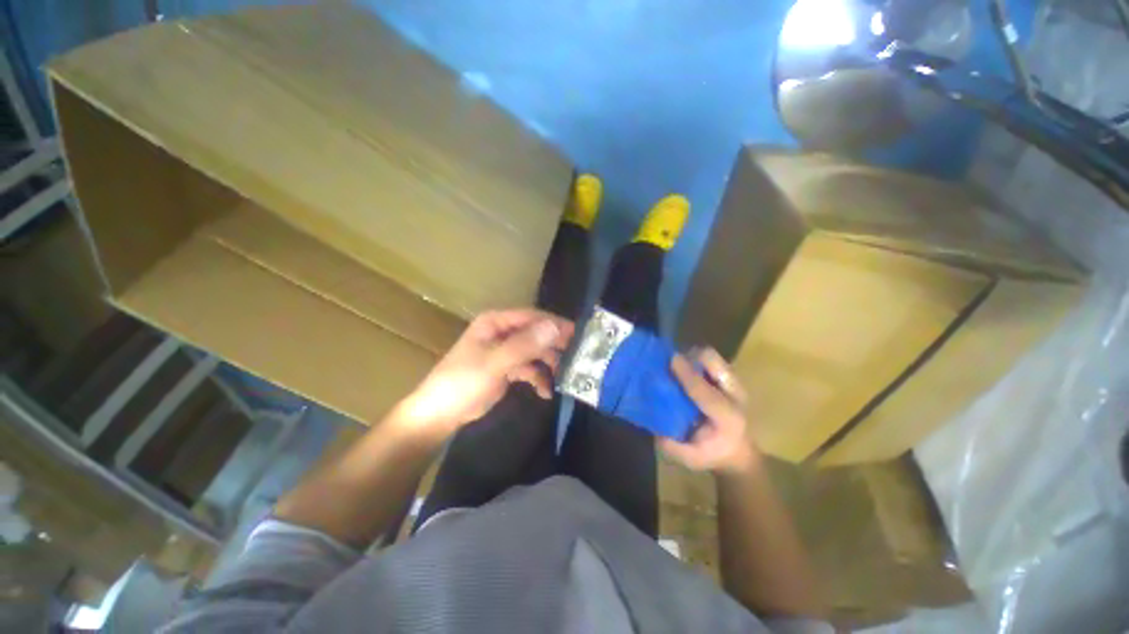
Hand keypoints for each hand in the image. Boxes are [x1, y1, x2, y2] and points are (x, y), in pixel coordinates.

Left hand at [396, 308, 573, 436]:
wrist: (439, 414)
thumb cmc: (463, 382)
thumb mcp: (494, 363)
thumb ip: (524, 345)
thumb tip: (555, 327)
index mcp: (496, 322)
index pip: (532, 317)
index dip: (555, 324)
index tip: (578, 334)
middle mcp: (502, 332)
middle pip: (536, 334)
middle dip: (555, 345)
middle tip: (577, 357)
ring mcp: (505, 351)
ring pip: (534, 352)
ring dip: (549, 364)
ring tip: (564, 377)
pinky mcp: (506, 369)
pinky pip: (529, 369)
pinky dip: (538, 378)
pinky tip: (546, 392)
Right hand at [659, 347, 757, 474]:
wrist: (742, 453)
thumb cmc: (715, 454)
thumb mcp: (692, 459)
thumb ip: (673, 446)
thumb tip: (653, 428)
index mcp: (726, 417)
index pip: (704, 391)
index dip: (687, 374)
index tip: (671, 360)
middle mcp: (734, 395)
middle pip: (715, 362)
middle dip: (692, 357)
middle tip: (672, 362)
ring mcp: (734, 384)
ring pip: (713, 357)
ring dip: (693, 356)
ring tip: (677, 363)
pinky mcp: (728, 379)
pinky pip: (711, 361)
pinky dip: (696, 360)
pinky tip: (685, 368)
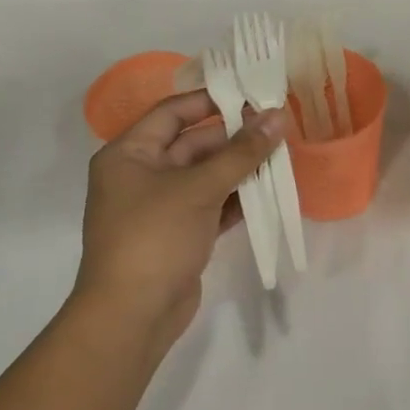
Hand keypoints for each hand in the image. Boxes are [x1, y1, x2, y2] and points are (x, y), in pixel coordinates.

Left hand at [73, 90, 284, 361]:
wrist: (132, 315)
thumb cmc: (155, 237)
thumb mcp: (199, 188)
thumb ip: (241, 152)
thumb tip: (277, 117)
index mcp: (128, 154)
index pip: (172, 113)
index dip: (211, 101)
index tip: (252, 94)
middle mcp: (140, 175)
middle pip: (192, 144)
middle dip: (234, 137)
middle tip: (277, 128)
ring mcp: (160, 207)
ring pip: (205, 176)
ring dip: (239, 168)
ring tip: (281, 156)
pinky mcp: (178, 234)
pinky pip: (210, 205)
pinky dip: (236, 199)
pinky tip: (268, 192)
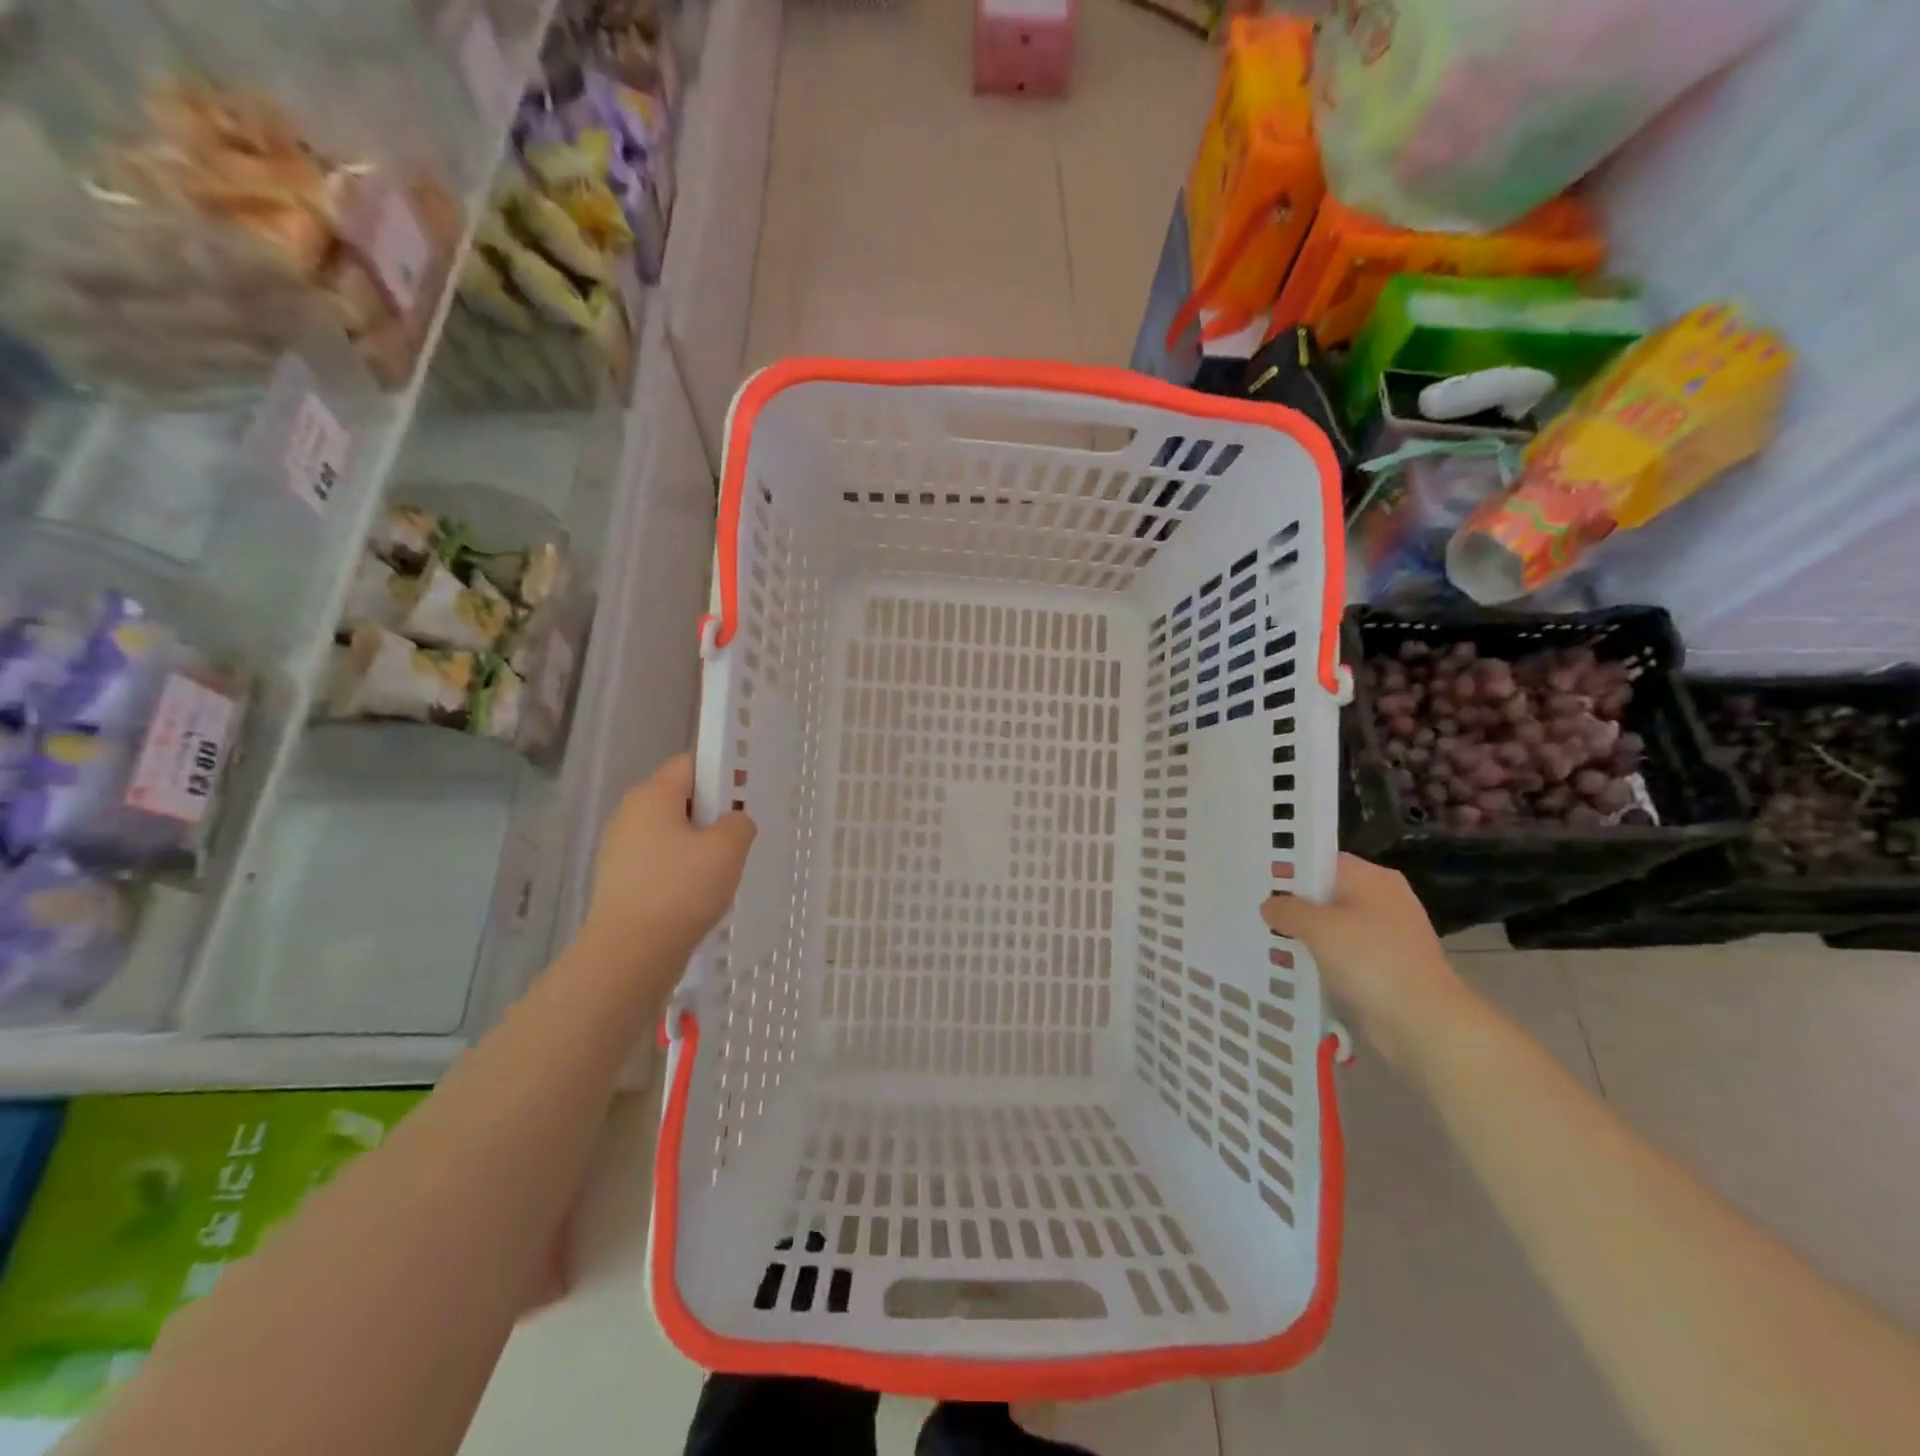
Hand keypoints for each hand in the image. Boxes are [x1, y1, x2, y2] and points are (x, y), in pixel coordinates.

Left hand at [583, 753, 755, 967]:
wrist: (630, 953)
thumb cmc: (682, 889)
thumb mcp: (728, 849)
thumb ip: (739, 823)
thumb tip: (732, 823)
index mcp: (652, 795)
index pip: (690, 764)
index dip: (720, 773)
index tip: (742, 798)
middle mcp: (629, 814)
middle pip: (679, 798)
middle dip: (711, 814)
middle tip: (736, 840)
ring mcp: (619, 849)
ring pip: (670, 833)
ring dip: (697, 846)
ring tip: (719, 873)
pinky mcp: (618, 881)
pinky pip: (658, 862)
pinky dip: (679, 871)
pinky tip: (696, 896)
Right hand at [1261, 854, 1466, 1067]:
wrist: (1423, 1025)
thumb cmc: (1371, 961)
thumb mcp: (1318, 927)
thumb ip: (1287, 909)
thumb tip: (1270, 905)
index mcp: (1372, 878)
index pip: (1321, 860)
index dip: (1288, 868)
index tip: (1256, 880)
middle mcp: (1382, 900)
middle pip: (1325, 894)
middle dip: (1292, 904)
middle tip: (1252, 909)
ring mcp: (1384, 936)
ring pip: (1331, 926)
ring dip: (1303, 935)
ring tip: (1263, 939)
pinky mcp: (1382, 968)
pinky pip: (1341, 954)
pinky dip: (1319, 959)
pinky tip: (1290, 966)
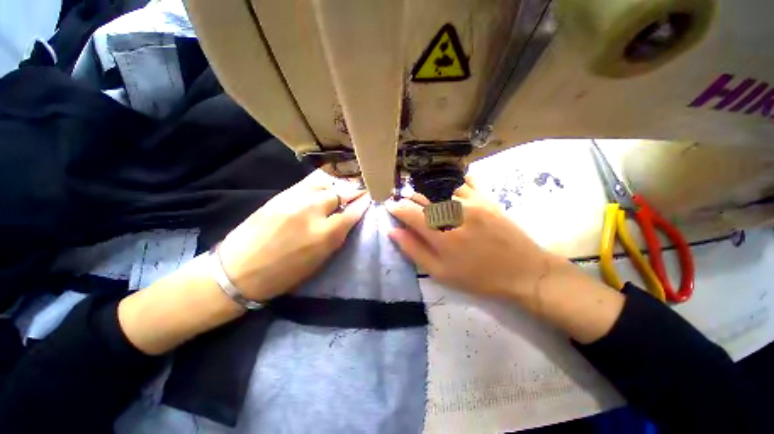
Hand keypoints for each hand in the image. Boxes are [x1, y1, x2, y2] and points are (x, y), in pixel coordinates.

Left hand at [219, 170, 370, 300]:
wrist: (238, 270)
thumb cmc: (283, 274)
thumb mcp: (319, 261)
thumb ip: (335, 237)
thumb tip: (346, 220)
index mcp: (325, 235)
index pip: (352, 212)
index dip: (363, 204)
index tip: (369, 198)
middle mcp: (313, 212)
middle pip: (340, 193)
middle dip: (353, 191)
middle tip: (359, 190)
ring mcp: (295, 200)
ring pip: (325, 183)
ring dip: (337, 184)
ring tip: (342, 186)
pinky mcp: (280, 195)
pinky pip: (307, 182)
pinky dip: (320, 181)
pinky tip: (325, 184)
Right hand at [386, 178, 553, 299]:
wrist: (524, 271)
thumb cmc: (478, 277)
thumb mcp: (441, 273)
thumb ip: (414, 250)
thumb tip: (393, 231)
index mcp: (440, 234)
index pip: (408, 212)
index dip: (396, 208)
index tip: (391, 208)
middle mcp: (453, 212)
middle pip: (421, 196)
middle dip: (408, 198)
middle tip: (405, 204)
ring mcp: (471, 201)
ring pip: (438, 187)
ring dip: (426, 191)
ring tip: (424, 198)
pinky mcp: (485, 197)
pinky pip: (464, 180)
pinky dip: (451, 182)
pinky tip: (447, 188)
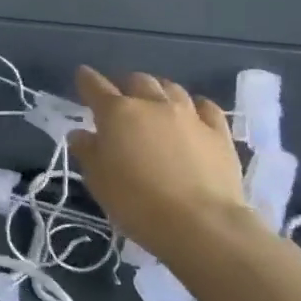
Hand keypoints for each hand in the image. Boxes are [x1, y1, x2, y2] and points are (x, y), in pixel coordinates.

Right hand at [70, 67, 246, 263]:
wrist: (201, 224)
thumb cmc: (136, 202)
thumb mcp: (98, 180)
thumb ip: (87, 152)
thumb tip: (81, 134)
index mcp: (117, 113)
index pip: (95, 86)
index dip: (86, 79)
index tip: (82, 76)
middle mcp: (152, 105)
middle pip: (138, 81)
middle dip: (126, 85)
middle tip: (122, 100)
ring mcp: (189, 116)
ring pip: (172, 88)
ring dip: (159, 92)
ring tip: (156, 104)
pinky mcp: (219, 133)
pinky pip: (207, 107)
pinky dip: (196, 106)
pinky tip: (194, 114)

****************

_About this task_: Using the records given above, list every line that includes the word "Left".

_Answer section_:
Left hand at [396, 308, 573, 436]:
Left hand at [73, 90, 284, 361]:
Left hand at [583, 753, 755, 967]:
Left hand at [219, 170, 370, 300]:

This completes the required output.